On the 30th October I gave a webinar entitled “Telco adoption of Web 2.0 principles and open innovation for rapid application development.” The presentation is shown below:
Telco Adoption Of Web 2.0 & Open Innovation Issue 1
View SlideShare presentation or Upload your own. (tags: at&ts devcentral app… business)
The webinar was also recorded, and is available here.
The purpose of article is to act as a follow-on discussion forum, so please add comments, questions you were unable to ask in the webinar, or points you think should be raised.
In the presentation I identified a number of critical issues.
- Operators must implement processes to ensure ADC (Application Development Community) is used by the operator and not repeat the mistakes of the past; and
- Reverse developer skepticism by listening, implementing what they need, and show the ADC working.
- Application developers will not pay for capabilities exposed, e.g. location;
- Customer access is critical;
- REST and in some cases SOAP/XML are the preferred APIs;
- Full testbed is essential to the ADC; and
- Copy Apple’s App Store, just copy better.

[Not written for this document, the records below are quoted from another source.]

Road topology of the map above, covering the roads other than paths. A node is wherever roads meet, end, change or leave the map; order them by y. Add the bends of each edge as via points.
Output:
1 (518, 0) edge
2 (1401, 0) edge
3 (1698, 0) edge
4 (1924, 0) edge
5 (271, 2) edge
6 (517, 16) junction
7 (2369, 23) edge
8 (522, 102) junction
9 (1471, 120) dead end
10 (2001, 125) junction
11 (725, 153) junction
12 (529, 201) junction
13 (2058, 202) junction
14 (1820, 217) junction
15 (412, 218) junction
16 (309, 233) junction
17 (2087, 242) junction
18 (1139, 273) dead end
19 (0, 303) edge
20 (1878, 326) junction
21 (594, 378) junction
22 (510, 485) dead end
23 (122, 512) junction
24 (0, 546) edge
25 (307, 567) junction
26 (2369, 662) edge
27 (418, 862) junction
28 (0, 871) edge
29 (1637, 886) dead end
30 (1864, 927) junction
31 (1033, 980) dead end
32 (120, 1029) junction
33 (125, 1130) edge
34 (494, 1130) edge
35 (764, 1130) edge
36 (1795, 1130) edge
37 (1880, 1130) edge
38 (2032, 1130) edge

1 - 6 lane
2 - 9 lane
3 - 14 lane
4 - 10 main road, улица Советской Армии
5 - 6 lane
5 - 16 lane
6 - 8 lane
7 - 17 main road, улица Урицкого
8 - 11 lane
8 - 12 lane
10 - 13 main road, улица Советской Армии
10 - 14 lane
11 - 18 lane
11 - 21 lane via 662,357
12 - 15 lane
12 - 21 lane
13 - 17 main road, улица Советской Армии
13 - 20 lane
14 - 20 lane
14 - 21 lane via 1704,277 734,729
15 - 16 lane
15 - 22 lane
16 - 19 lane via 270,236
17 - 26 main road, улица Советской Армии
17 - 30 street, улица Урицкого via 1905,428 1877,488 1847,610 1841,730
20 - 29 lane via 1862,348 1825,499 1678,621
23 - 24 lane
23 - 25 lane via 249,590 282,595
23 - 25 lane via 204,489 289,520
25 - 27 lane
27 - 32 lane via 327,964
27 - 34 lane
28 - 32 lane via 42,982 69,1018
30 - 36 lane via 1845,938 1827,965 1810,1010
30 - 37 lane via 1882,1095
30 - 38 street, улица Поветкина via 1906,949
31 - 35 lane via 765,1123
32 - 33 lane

What’s missing in the above list from an application developer’s perspective?
Can operators meet these requirements?
What are the critical remaining gaps in enabling operators and application developers to work together?
I heard (and watched) your webinar yesterday and thought it was excellent. One of the questions I posted but which the moderator was unable to get to within the set time was: In the UK we seem to have adopted the Swedish approach to operator API development i.e. a proliferation of them and not the “common API” approach taken by Norway. Will this not result in a similar problem here i.e. poor adoption by the development community? And will this not make the Apple, and possibly Android, platforms even more appealing?
In your work with operators, do you see that this is something they’re looking to tackle together? Thanks.
The UK situation is not ideal. I sometimes describe the start of my career as: I started working for a small operator on an island at the NW coast of Europe (BT). There is a tendency for operators to think their customer base is large enough that they can gain competitive advantage from not choosing open standards. To meet the needs of developers, web-based open standards are essential. The GSMA has a 3rd Party Access Initiative, which from a mobile perspective could create the commonality the whole industry requires.
On the iPhone, there’s no reason an operator can not provide branded apps through the Apple app store. Those operator apps could use capabilities from its network to provide an enhanced customer experience. We’ll also see app stores from Blackberry, Google and Nokia. Check out VzAppZone (http://support.vzw.com/information/vzappzone_landing.html), as an example of an operator building such as App Store. The Apple App Store will likely be the preferred application discovery and delivery method for iPhone users, so operators will need to conform to that customer expectation. Smart-phones are only 10% of the market, there’s another 90% of customers that also have unmet needs, to which an operator can choose to satisfy.
The critical decision point for an operator is to decide on being either a pipe provider or a service provider. If the answer is service provider, there is no choice but open innovation.